--- What you have to do ---
Only lines containing "junction" are wanted from the data below. Copy those lines.

--- Material for this exercise ---
━━━━━━━━━━━━━━━━

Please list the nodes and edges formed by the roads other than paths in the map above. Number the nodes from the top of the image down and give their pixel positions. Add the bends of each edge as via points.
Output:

━━━━━━━━━━━━━━━━

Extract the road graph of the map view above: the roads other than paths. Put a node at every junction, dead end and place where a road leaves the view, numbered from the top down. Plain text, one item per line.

━━━━━━━━━━━━━━━━

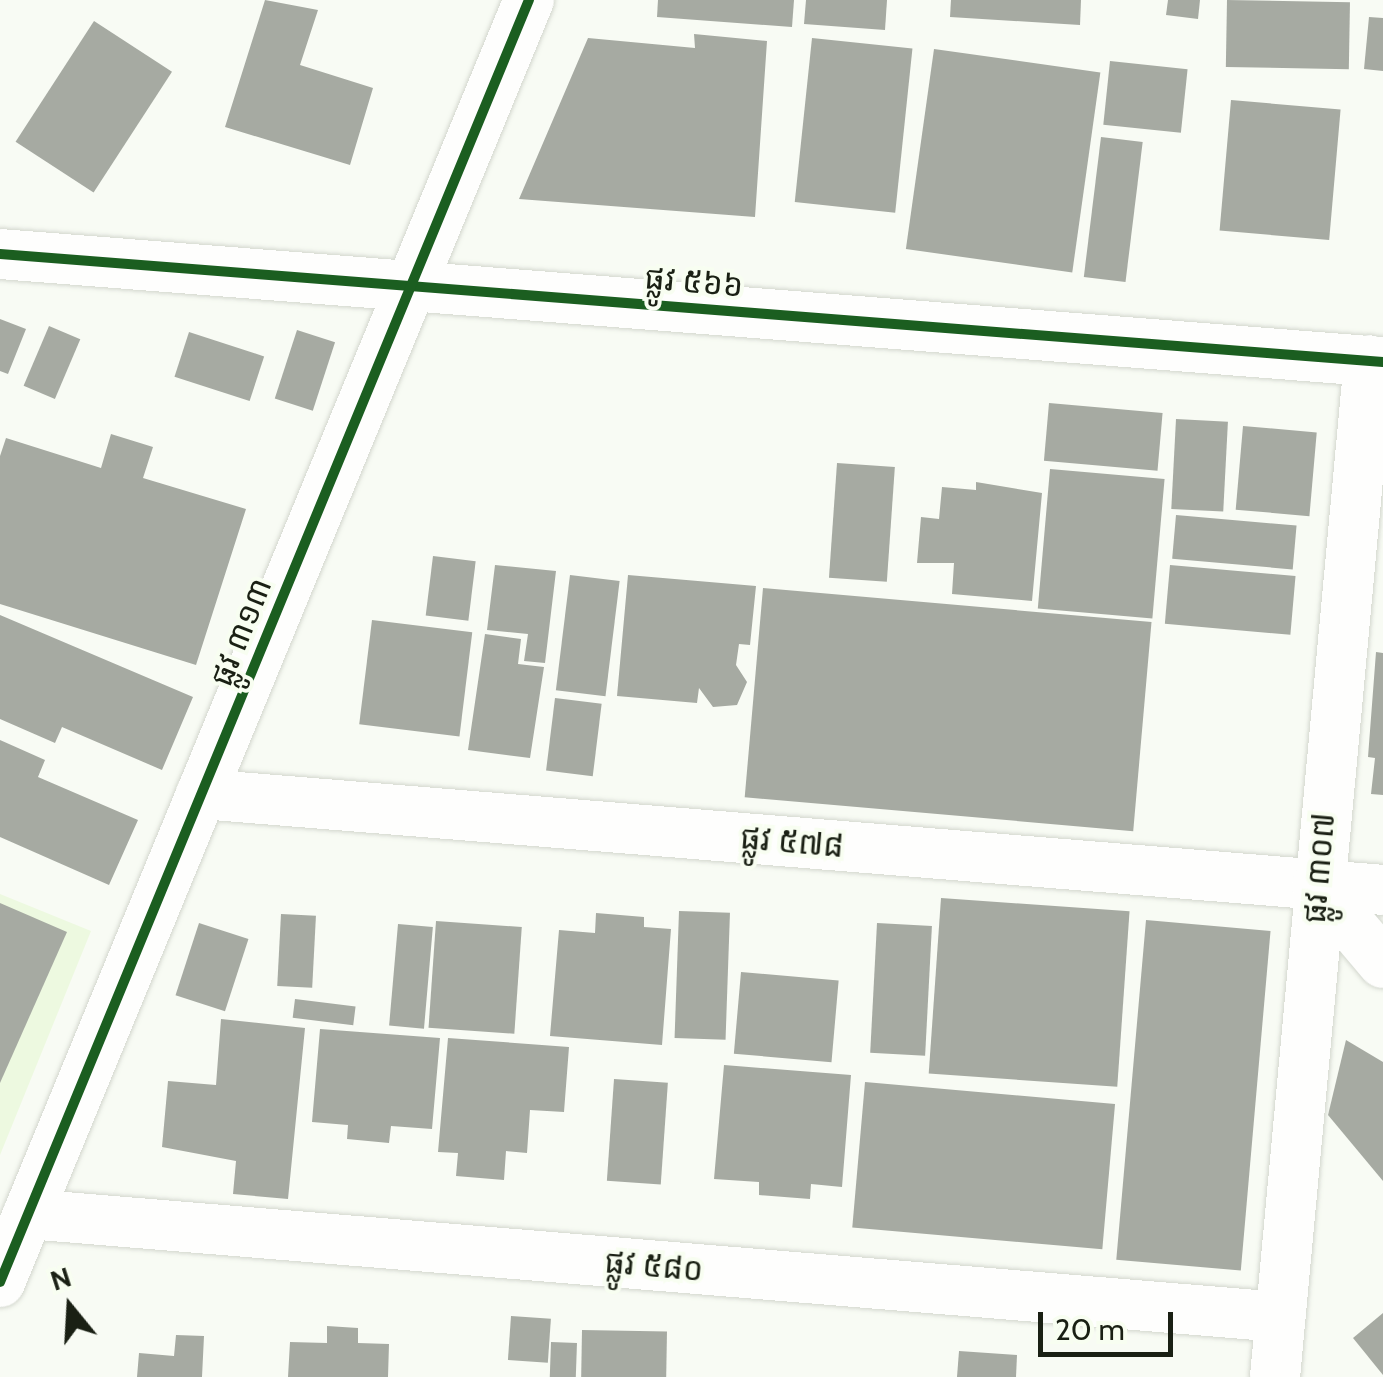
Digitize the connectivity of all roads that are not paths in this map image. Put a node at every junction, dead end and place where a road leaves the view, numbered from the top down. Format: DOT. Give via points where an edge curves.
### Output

━━━━━━━━━━━━━━━━

--- Reply ---
Extract the road graph of the map view above: the roads other than paths. Put a node at every junction, dead end and place where a road leaves the view, numbered from the top down. Plain text, one item per line.
Digitize the connectivity of all roads that are not paths in this map image. Put a node at every junction, dead end and place where a road leaves the view, numbered from the top down. Format: DOT. Give via points where an edge curves.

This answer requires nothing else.